Yes, bare metal deployment on Ubuntu bionic (18.04).
Same.
Updated by Yaarit Hatuka over 2 years ago
Thanks. Are there mons on dedicated nodes or devices in your cluster configuration?
Do you have a bug number for the other ticket?
Updated by Deepika Upadhyay over 2 years ago
- Status changed from Fix Under Review to Pending Backport
Updated by Backport Bot over 2 years ago
- Copied to Backport #52450: pacific: smart query on monitors added
Updated by Backport Bot over 2 years ago
- Copied to Backport #52451: octopus: smart query on monitors added
Updated by Hannes von Haugwitz over 2 years ago
Yaarit Hatuka wrote:
Thanks.
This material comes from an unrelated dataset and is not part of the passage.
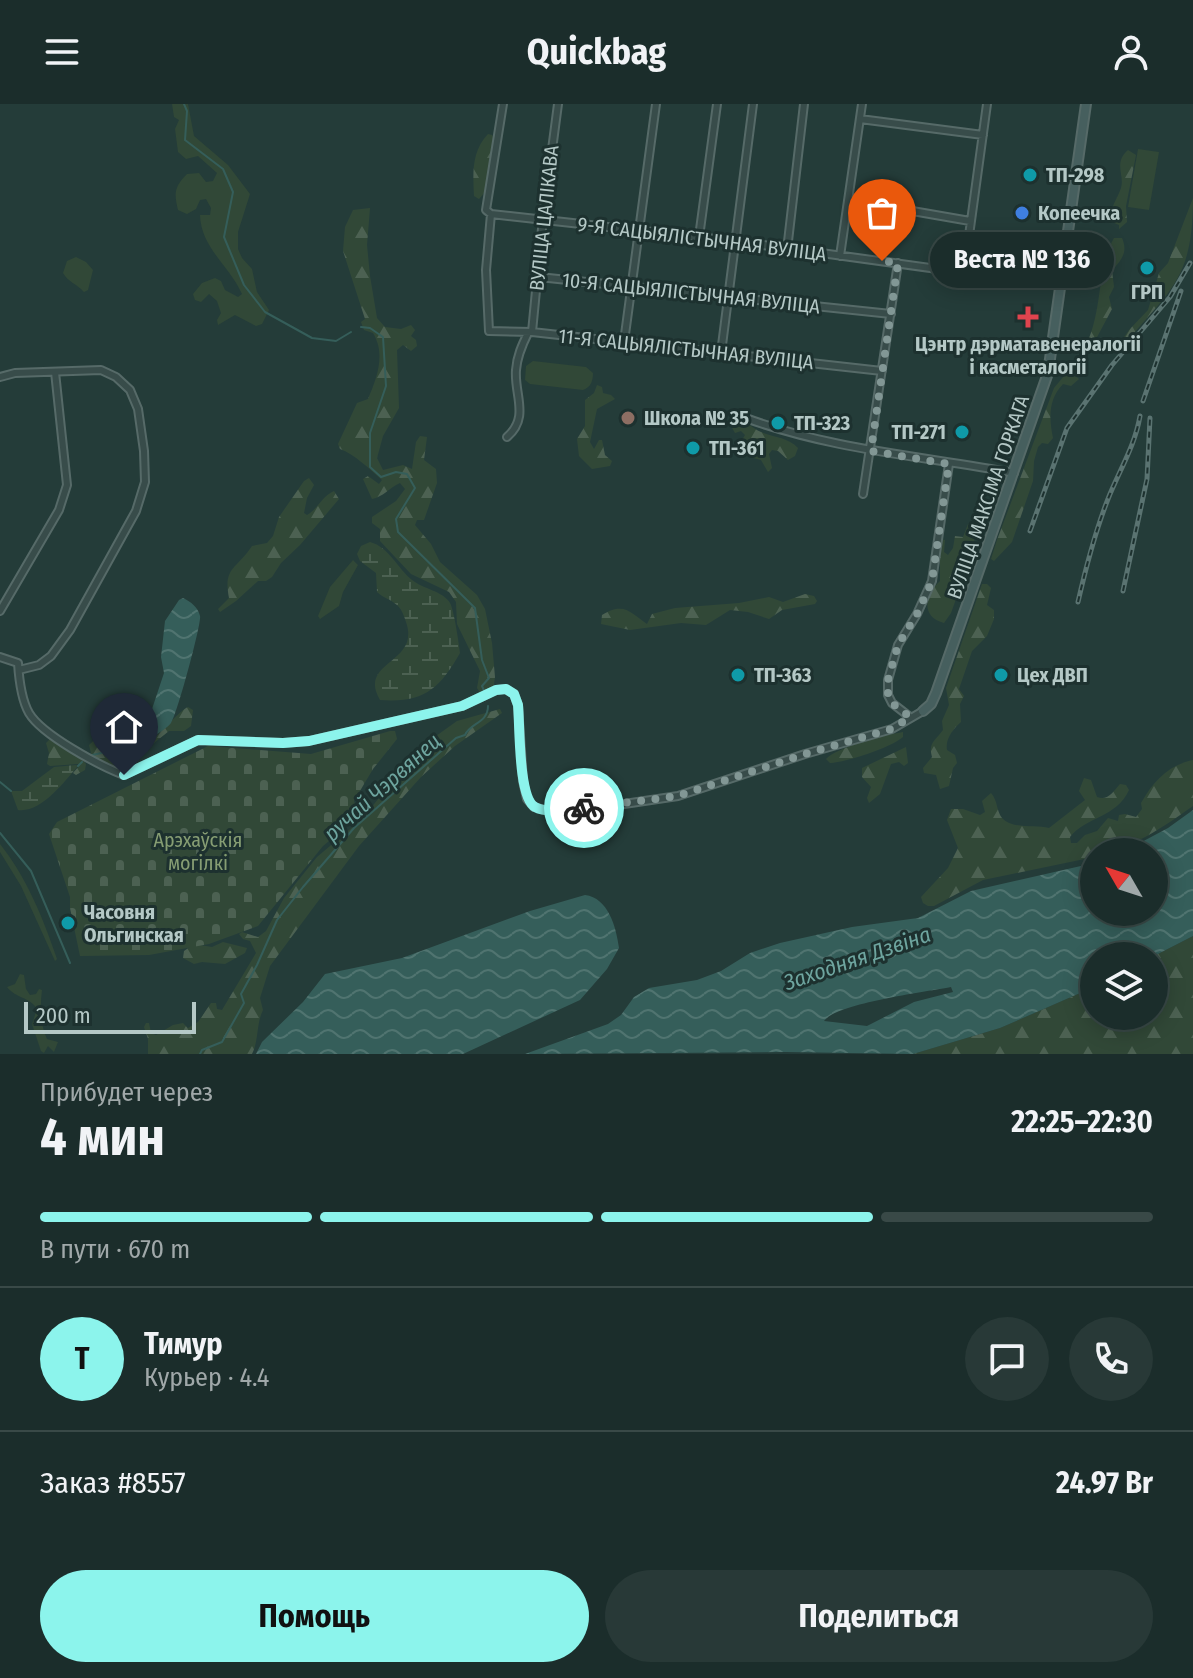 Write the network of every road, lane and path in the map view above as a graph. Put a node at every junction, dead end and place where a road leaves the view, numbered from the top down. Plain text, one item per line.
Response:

Are there mons on dedicated nodes or devices in your cluster configuration?
We have three dedicated monitor nodes in the cluster.
Updated by Matthew Darwin over 2 years ago
Just wanted to add that we have similar situation where we have 3 dedicated mon nodes, each running in their own container. smartctl is not installed in these containers.
Every day we get e-mail from these 3 containers with error message
ceph : user NOT in sudoers ; TTY=unknown ; PWD=/ ; USER=root ; COMMAND=smartctl -x --json=o /dev/
Using the ceph-mon debian package version 16.2.6-1~bpo10+1
Deployment was done manually
Updated by Loïc Dachary over 2 years ago
- Status changed from Pending Backport to Resolved
While running with --resolve-parent, the script "backport-create-issue" noticed that all backports of this issue are in status "Resolved" or "Rejected".